Puritan Board Junior
I'm not sure that it is necessarily since women were granted franchise (although I realise you are from the UK where women were granted the vote much later than NZ). From what I remember of a social history paper at university, women's voting patterns tended to match the voting patterns of their husbands in the decade or so after 1893.

And yet... during WW1, there was a great fear that prohibition would be voted in nationally in New Zealand, so soldiers on the Western Front were canvassed for their presumably anti-prohibition votes to counteract the assumed predominantly female prohibition votes. The prohibition movement was spearheaded by first wave feminists (married, Christian, family-oriented), and supported by the Labour Party (at least until Ernest Davis bought them off). Eventually these two movements were (and are) indistinguishable.

I originally wanted to rebut you, and yet your argument now intrigues me...hmmmm...perhaps if the soldiers were at home they would have "told the wife who to vote for", or discussed it further and worked out the details together.

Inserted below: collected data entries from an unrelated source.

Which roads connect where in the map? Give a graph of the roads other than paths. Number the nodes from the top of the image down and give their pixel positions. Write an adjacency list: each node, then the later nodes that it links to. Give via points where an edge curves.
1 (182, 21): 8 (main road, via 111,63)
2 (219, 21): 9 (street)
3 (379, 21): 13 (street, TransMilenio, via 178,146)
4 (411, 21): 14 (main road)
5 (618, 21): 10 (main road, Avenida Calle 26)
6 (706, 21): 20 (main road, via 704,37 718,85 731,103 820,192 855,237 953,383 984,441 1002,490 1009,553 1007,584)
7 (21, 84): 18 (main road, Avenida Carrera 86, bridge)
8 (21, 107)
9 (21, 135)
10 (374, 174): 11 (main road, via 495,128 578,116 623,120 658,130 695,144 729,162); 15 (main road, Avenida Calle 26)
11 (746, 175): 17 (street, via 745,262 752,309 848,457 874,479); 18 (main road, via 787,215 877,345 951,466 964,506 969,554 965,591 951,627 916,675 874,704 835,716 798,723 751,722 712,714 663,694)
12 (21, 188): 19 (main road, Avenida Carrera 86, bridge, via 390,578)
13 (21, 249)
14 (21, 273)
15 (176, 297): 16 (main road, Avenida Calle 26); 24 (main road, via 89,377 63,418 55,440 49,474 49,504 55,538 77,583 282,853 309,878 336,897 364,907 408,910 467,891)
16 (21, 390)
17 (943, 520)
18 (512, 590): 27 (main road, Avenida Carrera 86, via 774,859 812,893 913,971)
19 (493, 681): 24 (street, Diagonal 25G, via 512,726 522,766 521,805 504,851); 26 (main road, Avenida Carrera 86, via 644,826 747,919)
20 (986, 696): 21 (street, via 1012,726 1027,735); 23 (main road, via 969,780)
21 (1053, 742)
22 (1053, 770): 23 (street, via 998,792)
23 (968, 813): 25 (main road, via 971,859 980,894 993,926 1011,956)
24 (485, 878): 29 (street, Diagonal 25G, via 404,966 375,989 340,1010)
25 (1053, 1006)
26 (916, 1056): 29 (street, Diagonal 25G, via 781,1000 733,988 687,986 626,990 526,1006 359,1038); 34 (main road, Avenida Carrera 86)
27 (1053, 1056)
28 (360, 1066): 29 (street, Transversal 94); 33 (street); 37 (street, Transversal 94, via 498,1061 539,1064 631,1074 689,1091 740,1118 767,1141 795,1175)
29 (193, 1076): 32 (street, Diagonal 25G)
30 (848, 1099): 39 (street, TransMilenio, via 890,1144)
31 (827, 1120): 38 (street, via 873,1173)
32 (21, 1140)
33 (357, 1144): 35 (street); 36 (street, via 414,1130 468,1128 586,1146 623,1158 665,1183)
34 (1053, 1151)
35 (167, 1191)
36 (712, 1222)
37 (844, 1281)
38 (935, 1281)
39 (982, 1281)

But, the breakdown of the relationship via war made this impossible.

The breakdown of the family has exacerbated the differences between the sexes, and perhaps that is the key factor of what we see today, rather than female franchise per se?

I'm going to have to do some more reading...
The trends you identify are true. When women were first given the franchise in the UK, they voted Conservative by a majority (and for a while more women voted Conservative than men). And the Prohibition movement had a lot of women leaders. As women became more independent, however, these trends changed. I never said the franchise was the only factor. But once women had been infected by leftism then their vote became very powerful in pushing the leftist, degenerate agenda. Our societies survived quite a while with men (though in limited numbers) voting and much, much longer with men ruling our societies. Whereas they didnt survive even 50 years with women being enfranchised. Go figure.